Norway is to classify seaweed and kelp as a seafood as part of a strategy to encourage further development of the sector.
While still a niche activity, the cultivation of both species is growing not just in Norway but countries like Scotland and Ireland.
Seaweed has a high food nutritional value while kelp is also known to reduce acidity in the sea and provide a base for agricultural feed stock.
The Norwegian Ministry of Trade is putting forward proposals to define it as seafood, thus coming under the focus of the Norwegian Seafood Council and the seafood research fund known as FHF.
Fisheries and Oceans Minister, Bjørnar Skjæran, said: “Norway must lead the way in the development of the world’s most sustainable and productive seafood industry, and here seaweed and kelp have a natural place.”

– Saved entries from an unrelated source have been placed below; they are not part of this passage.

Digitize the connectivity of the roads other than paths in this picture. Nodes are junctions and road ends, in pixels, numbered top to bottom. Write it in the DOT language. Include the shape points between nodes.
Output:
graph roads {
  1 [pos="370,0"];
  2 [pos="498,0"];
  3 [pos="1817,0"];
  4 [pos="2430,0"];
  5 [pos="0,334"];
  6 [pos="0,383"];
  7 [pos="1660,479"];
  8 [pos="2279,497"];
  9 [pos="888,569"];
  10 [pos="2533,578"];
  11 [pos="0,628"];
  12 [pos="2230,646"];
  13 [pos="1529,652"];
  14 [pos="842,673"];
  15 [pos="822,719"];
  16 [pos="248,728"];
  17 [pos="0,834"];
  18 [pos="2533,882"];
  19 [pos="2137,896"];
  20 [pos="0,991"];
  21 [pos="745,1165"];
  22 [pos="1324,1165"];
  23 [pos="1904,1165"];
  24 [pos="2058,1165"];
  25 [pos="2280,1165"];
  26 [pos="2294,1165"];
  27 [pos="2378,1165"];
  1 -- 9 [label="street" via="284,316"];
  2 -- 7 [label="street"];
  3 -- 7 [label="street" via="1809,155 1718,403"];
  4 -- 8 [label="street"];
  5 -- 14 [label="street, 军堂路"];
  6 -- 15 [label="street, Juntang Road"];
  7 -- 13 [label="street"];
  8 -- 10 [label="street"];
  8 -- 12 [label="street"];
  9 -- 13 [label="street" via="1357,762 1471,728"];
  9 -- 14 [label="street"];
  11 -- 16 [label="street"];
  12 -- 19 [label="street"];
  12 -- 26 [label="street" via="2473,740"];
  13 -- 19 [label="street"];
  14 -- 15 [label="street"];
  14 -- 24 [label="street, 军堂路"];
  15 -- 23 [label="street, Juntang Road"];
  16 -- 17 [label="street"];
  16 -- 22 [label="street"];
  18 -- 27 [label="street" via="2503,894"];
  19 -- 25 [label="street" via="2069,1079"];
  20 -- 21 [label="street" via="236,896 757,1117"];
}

He also said he wants to see more research into these two products.
The government is proposing regulation changes, allowing a marketing levy on kelp and seaweed similar to that on fish so the Seafood Council can include it in its promotional work.
The proposed amendment also means that the export of seaweed and kelp for human consumption will be subject to research and development levy, which will be included in the budget for the Fisheries and Aquaculture Industry’s research funding (FHF).
The Minister added: “The Norwegian Seafood Council does important work for the Norwegian seafood industry in many markets, and FHF creates value for the industry through business-oriented research and development. The proposed changes will help to further develop and increase the visibility of the seaweed and kelp industry.”